As the deadline for Brexit trade talks fast approaches, negotiators in the UK and EU have been working to reach a deal.
However, one particular complication may have a direct impact in Ireland no matter what happens - issues around the supply of chipper chips.
Currently, around 80,000 tonnes of potatoes are imported from the UK each year, with much of that supply going towards the chipping market.
That could change as food from Great Britain faces tougher checks and regulations when it's exported into the European single market.
Some chippers have also suggested that the taste and texture of chips may change if they have to switch to non-British suppliers.
Foreign Affairs Minister Simon Coveney today told The Pat Kenny Show there will be changes for many businesses when it comes to supply chains for some food products - with or without a Brexit trade deal.
For today's Hard Shoulder, Henry McKean spoke to chippers and potato growers about what the changes could mean.
Potato farmer Tom Keogh says Ireland already produces around 350,000 tonnes of potatoes annually, mainly supplying the "fresh market" of potatoes for tables around the country.
However, he said there's now a "huge opportunity" for Irish growers to fill the remaining gap as we face the possibility of increased Brexit regulations.
He said: "They can do it... it's something we have done here ourselves.
"We were a table potato farm - we still are today - but now around 50% of our production goes for crisps.
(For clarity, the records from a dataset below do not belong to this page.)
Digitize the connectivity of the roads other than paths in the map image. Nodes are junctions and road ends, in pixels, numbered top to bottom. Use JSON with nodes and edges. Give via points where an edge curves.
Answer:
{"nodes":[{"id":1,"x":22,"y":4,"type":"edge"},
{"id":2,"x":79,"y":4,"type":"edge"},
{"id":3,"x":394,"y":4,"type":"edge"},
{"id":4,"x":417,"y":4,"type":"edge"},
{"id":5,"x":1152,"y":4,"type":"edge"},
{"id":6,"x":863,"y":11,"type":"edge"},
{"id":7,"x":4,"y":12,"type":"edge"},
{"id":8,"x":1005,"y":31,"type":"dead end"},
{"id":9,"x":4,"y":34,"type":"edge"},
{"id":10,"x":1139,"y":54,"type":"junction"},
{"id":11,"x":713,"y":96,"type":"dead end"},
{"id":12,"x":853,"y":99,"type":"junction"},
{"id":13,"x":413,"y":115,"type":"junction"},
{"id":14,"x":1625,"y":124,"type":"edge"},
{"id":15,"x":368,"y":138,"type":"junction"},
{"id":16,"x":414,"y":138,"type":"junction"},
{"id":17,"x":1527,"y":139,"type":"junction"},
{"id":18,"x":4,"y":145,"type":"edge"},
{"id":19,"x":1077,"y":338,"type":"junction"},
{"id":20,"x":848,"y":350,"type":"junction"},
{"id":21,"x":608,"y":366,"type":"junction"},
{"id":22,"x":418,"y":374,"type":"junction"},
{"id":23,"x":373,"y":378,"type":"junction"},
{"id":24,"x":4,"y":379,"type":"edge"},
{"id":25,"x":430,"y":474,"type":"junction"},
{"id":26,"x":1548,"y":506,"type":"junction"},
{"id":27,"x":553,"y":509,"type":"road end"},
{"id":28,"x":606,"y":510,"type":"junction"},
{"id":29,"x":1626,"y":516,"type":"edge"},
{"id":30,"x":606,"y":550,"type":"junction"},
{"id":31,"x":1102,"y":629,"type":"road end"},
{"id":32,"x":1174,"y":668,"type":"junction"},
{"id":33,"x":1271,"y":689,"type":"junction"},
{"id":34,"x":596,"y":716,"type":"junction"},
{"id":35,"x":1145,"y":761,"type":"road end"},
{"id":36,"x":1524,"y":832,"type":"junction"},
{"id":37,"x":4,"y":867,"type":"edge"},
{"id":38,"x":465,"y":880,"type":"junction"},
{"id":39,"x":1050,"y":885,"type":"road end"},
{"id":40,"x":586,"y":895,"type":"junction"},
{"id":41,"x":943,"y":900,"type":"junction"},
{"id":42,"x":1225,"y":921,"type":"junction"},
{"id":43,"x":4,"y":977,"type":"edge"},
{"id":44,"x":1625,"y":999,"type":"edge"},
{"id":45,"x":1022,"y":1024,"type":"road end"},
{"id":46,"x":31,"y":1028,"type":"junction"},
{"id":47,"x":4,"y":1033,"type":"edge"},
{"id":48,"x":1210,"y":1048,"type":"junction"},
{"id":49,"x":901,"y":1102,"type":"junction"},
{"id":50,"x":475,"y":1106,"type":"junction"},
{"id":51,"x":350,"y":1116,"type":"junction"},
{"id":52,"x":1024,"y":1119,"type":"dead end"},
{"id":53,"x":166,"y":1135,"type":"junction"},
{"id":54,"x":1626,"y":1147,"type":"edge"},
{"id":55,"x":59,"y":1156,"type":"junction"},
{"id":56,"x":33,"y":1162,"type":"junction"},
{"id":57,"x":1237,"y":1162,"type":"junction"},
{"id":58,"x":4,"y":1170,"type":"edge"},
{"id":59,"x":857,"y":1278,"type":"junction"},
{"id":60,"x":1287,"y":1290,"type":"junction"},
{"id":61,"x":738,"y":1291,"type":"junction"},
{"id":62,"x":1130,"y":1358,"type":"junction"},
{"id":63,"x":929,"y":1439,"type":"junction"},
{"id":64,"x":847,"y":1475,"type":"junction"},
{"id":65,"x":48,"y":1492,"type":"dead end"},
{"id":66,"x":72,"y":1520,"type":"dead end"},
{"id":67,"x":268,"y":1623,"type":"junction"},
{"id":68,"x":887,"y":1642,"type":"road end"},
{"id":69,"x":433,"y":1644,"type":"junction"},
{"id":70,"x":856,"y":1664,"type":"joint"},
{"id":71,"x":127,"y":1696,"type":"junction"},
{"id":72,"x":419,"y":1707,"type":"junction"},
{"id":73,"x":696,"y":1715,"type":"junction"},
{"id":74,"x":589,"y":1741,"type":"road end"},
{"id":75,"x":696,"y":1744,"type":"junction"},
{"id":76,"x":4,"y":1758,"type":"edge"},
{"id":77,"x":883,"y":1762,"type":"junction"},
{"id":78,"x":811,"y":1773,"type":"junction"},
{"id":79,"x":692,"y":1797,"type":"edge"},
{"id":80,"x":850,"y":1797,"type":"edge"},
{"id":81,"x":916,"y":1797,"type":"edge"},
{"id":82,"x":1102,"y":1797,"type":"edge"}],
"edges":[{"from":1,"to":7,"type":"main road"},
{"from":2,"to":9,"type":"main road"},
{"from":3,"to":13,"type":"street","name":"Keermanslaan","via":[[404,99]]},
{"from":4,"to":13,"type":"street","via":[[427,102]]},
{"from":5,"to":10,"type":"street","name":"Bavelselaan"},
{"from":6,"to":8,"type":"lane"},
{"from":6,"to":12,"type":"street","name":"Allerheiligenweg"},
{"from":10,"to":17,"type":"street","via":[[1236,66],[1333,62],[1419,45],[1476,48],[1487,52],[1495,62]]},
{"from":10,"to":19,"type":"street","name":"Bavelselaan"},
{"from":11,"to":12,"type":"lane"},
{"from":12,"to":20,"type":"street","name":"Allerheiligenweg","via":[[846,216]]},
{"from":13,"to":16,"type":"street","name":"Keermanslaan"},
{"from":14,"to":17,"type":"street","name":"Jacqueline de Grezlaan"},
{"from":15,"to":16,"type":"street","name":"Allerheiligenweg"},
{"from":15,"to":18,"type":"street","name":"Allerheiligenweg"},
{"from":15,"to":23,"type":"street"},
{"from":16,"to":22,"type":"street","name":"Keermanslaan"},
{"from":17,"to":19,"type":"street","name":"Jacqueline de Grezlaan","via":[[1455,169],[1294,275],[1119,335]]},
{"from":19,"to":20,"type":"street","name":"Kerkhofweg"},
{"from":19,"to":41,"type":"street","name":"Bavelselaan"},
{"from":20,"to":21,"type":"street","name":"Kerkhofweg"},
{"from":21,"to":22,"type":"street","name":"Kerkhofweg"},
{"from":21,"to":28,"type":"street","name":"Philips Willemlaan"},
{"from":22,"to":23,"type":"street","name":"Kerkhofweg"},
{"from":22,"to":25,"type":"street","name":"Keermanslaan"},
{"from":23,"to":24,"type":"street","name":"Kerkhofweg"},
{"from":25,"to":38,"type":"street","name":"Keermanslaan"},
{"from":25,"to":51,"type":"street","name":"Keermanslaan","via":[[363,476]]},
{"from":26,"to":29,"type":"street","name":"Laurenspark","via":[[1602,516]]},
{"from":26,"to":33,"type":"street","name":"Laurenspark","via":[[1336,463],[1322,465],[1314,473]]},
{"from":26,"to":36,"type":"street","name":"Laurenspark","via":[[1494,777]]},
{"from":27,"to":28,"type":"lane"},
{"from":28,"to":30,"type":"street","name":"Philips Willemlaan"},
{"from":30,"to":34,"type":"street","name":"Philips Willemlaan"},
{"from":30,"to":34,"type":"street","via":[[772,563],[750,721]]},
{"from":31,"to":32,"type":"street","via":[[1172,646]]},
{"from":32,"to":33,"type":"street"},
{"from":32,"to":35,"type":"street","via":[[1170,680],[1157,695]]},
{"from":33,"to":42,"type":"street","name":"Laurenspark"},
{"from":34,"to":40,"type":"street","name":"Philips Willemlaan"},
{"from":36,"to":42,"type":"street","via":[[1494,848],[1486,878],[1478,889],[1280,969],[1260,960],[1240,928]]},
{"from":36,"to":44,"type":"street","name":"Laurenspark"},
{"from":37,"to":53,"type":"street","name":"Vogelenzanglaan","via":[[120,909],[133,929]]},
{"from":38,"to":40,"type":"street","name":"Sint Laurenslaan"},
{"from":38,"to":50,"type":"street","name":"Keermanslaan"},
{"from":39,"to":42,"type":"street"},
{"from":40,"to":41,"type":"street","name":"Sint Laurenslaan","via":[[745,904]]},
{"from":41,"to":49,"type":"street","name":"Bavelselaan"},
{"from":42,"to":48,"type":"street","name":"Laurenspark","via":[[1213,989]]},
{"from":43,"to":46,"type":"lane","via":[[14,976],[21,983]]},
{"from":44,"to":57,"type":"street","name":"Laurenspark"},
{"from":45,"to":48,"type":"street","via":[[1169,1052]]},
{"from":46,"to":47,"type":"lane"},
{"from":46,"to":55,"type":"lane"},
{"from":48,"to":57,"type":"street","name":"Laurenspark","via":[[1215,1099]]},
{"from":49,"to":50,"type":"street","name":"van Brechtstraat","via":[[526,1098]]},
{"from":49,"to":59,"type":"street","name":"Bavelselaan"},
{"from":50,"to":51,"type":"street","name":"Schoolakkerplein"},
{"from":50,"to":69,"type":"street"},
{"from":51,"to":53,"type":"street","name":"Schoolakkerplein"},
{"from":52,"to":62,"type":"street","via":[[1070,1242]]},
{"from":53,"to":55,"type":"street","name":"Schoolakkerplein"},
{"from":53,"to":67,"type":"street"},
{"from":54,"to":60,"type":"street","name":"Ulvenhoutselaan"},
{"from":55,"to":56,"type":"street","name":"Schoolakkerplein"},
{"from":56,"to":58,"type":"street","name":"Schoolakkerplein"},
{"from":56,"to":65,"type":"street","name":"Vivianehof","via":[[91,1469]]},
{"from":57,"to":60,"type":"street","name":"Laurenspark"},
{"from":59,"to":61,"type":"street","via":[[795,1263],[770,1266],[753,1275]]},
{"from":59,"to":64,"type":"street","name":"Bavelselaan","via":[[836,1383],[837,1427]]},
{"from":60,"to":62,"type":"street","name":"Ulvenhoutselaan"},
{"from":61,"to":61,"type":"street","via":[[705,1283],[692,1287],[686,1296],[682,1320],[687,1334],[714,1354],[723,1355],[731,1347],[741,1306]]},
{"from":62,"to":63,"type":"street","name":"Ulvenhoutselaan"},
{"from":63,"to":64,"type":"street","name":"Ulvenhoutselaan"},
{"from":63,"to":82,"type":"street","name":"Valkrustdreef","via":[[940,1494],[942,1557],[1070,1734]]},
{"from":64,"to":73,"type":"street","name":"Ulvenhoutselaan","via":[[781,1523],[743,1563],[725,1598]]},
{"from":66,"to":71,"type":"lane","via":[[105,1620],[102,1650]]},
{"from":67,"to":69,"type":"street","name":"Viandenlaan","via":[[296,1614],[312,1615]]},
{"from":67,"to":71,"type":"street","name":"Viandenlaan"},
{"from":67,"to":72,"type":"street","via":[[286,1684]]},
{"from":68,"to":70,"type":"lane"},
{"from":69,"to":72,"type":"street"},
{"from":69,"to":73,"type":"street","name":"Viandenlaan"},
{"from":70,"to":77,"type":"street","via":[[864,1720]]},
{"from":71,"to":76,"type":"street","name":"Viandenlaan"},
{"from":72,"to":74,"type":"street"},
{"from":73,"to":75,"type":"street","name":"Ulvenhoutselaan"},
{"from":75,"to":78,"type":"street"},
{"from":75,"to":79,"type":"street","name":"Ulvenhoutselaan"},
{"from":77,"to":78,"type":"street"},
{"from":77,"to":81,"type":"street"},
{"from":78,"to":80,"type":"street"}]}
"Chipping potatoes and crisping potatoes are actually handled and grown in much the same way - so it definitely can be done.
"I know around here in north County Dublin, there's more and more growers starting to focus on this chipping industry - it is one for the future, and I think with these regulations coming in due to Brexit it is definitely going to force the hand of a lot of growers around Ireland."
Tom also called on chip shops around Ireland to support growers when it comes to buying Irish potatoes.
A chipper's perspective
Dario Macari from Romayo’s in Clonsilla says his own businesses uses around 80% Irish potatoes.
He said they've worked with a farm in Rush to develop an Irish potato that is suitable for the classic Irish chipper chip.
He said: "We're confident our Irish grown potatoes... have the crispy outside and the famous floury soft centre. So it's the best of both worlds.
"[Our suppliers have] assured us as recently as this morning that we're well covered for the next few months.
"With everything going on and Brexit issues, there's always a worry in the long-run that there could be some issues. But with the direct relationship with the guys here growing here in Ireland, we've been able to increase the supplies year after year."
Dario noted that ultimately there's 'no better country' than Ireland for potatoes - and he's confident in the Irish-grown potatoes they offer to customers.